3.    Confirmation that your CA has stopped issuing TLS/SSL certificates with the problem
 
This problem was specific to a single customer account and occurred due to human error. The mistake was fixed as soon it was confirmed to prevent any further issuance of SSL/TLS certificates with incorrect organization information.
 
4.    A summary of the problematic certificates
 
The wrong organization information was incorrectly updated for a specific enterprise customer account where the customer organization information was updated to their sub-contractor organization who manages their certificates. The incorrect update took place on December 14th, 2018 and the issue was first noticed on March 7, 2019. Over that period of time, 48 certificates were issued by the customer with the incorrect, pre-approved organization name.
 
5.    The complete certificate data for the problematic certificates
 
https://crt.sh/?id=1110810046
https://crt.sh/?id=1146272643
https://crt.sh/?id=1236926559
https://crt.sh/?id=1182386099
https://crt.sh/?id=1257120414
https://crt.sh/?id=1159768744
https://crt.sh/?id=1030170627
https://crt.sh/?id=1164906028
https://crt.sh/?id=1261917793
https://crt.sh/?id=1081394971
https://crt.sh/?id=1077796234
https://crt.sh/?id=1096209685
https://crt.sh/?id=1113811872
https://crt.sh/?id=1039570463
https://crt.sh/?id=1102237127
https://crt.sh/?id=1096445006
https://crt.sh/?id=1102221343
https://crt.sh/?id=1257267818
https://crt.sh/?id=1262639364
https://crt.sh/?id=1233939033
https://crt.sh/?id=1101988407
https://crt.sh/?id=1203790583
https://crt.sh/?id=1081210554
https://crt.sh/?id=1165195650
https://crt.sh/?id=1280445618
https://crt.sh/?id=1214796301
https://crt.sh/?id=1245136029
https://crt.sh/?id=1138555530
https://crt.sh/?id=1226872539
https://crt.sh/?id=1261672969
https://crt.sh/?id=1178850862
https://crt.sh/?id=1240345530
https://crt.sh/?id=1254150760
https://crt.sh/?id=1182470600
https://crt.sh/?id=1262350521
https://crt.sh/?id=1232939233
https://crt.sh/?id=1240473701
https://crt.sh/?id=1164734817
https://crt.sh/?id=1095934155
https://crt.sh/?id=1095916429
https://crt.sh/?id=1262673645
https://crt.sh/?id=1262703724
https://crt.sh/?id=1066746781
https://crt.sh/?id=1259813846
https://crt.sh/?id=1178468427
https://crt.sh/?id=1182214019
https://crt.sh/?id=1144723833
https://crt.sh/?id=1030298370
 
6.    Explanation about how and why the mistakes were made or bugs introduced, and how they avoided detection until now.
 
The initial mistake was made due to human error. The incorrect organization name for the enterprise account allowed the customer to issue multiple certificates under the incorrect organization name from the time the mistake was made on December 14th, 2018 until the issue was detected. Entrust Datacard detected the issue when doing a routine account lookup while supporting the customer. Upon further review, the system that was used at the time to manage vetting and account information may not have been clear to some users.
 
7.    List of steps your CA is taking to resolve the situation
 
In January 2019, a new version of the vetting and account management portal was released with a new user interface which completely separates organization information that appears in the certificate from account contact information.
 
All miss-issued certificates will be revoked by March 20, 2019.

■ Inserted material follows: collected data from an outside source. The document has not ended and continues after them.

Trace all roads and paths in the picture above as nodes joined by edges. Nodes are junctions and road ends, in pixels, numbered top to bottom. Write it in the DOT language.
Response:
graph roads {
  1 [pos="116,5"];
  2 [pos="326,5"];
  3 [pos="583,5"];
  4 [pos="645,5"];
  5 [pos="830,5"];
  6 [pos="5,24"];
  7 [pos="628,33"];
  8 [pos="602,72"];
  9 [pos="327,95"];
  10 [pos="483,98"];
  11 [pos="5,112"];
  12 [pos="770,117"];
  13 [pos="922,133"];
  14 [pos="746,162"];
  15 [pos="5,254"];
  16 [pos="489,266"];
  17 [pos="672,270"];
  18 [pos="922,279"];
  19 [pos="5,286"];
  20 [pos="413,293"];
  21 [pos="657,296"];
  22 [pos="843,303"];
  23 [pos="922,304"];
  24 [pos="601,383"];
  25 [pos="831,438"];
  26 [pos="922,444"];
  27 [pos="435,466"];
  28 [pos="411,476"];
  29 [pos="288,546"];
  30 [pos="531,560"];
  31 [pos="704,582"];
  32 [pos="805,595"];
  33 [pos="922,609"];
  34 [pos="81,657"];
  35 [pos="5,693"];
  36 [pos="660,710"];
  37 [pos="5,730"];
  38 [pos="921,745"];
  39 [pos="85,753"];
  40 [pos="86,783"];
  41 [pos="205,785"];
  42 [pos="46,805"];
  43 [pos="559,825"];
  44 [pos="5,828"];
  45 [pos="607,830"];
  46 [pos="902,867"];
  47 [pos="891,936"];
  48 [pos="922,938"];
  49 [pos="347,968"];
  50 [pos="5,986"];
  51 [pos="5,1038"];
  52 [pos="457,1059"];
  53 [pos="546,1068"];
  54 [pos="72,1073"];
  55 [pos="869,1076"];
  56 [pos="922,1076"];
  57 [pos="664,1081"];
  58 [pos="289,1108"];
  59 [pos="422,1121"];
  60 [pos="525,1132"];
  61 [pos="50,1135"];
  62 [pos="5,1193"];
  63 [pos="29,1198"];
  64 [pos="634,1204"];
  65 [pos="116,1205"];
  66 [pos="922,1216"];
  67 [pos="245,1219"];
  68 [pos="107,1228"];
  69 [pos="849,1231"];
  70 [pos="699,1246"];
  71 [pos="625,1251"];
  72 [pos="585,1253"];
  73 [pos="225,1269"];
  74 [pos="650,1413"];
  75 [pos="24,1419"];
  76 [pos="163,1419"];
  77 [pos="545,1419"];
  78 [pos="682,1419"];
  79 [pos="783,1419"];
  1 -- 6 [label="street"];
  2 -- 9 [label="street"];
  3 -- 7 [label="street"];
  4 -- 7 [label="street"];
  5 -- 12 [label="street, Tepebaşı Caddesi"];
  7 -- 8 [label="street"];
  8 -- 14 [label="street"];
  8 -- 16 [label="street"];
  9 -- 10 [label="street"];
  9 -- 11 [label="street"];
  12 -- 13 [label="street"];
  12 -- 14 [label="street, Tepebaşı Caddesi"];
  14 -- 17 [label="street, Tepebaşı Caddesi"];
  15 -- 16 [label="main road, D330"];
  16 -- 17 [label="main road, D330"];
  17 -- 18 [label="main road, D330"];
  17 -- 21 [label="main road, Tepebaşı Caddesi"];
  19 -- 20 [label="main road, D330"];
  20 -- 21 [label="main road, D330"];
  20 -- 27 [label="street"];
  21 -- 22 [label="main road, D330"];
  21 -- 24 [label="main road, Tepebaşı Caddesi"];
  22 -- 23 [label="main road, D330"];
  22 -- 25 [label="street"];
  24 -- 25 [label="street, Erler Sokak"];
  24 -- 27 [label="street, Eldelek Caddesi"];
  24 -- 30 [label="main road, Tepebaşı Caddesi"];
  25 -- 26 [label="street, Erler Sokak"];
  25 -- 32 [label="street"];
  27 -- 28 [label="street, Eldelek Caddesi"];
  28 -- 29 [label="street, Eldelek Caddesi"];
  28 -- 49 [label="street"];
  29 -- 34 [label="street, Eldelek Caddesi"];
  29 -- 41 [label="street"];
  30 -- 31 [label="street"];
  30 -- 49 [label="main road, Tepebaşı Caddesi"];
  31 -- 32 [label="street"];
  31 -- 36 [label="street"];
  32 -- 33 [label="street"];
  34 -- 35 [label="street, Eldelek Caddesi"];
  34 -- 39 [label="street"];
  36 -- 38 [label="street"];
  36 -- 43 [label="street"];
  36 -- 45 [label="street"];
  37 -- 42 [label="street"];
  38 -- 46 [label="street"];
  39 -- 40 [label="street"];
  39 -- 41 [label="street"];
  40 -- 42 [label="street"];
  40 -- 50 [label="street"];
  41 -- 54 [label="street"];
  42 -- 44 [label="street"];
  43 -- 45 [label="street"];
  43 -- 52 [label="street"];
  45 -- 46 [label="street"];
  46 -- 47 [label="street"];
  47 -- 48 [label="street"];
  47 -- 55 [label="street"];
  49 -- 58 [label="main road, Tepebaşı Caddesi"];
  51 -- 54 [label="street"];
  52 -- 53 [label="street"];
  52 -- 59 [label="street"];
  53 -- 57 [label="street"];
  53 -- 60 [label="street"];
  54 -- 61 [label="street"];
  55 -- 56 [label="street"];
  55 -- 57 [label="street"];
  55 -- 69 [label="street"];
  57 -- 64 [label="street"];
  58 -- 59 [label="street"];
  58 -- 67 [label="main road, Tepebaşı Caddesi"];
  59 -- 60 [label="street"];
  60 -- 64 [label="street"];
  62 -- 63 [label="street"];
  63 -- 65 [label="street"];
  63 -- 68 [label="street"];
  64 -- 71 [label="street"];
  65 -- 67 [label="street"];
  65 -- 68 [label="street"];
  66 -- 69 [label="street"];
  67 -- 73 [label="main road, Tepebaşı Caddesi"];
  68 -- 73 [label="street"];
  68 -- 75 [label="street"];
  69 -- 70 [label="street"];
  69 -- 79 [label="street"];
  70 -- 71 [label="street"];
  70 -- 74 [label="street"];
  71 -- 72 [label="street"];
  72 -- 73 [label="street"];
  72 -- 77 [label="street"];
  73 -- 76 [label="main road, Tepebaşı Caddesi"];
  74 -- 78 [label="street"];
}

Assignee: wthayer → bruce.morton
Status: UNCONFIRMED → ASSIGNED
Ever confirmed: true
Whiteboard: [ca-compliance]

To capture the questions from https://groups.google.com/d/msg/mozilla.dev.security.policy/Ts9cKe2j8Uk/b0AC4jqtCwAJ

  1. Why did a week elapse before filing an incident report?
  2. Why were the BRs not observed and these revoked on time?
  3. What's the basis for delaying revocation?
Flags: needinfo?(bruce.morton)

Ryan, my name is Dathan Demone. Bruce is out of the office and I will respond to your questions.

At first, upon our initial discovery, this did not appear to be a clear case of mis-issuance and it required some time to review and determine exactly what happened. A full review of the verification process which included the complete scope and impact of the problem was required before any conclusions could be reached. Immediately upon completion of the investigation, we reported the issue and scheduled revocation of all impacted certificates.

We started working with the customer to revoke the affected certificates on March 8th. The customer is a government IT service agency which must work with multiple state government agencies to replace all the certificates. They requested that we delay revocation to minimize the impact on these agencies. Scheduling revocation for all outstanding certificates for Wednesday, March 20th was the minimal time period that worked for the customer.

(In reply to Dathan Demone from comment #3)

At first, upon our initial discovery, this did not appear to be a clear case of mis-issuance and it required some time to review and determine exactly what happened. A full review of the verification process which included the complete scope and impact of the problem was required before any conclusions could be reached. Immediately upon completion of the investigation, we reported the issue and scheduled revocation of all impacted certificates.

I'm not sure which question is this addressing?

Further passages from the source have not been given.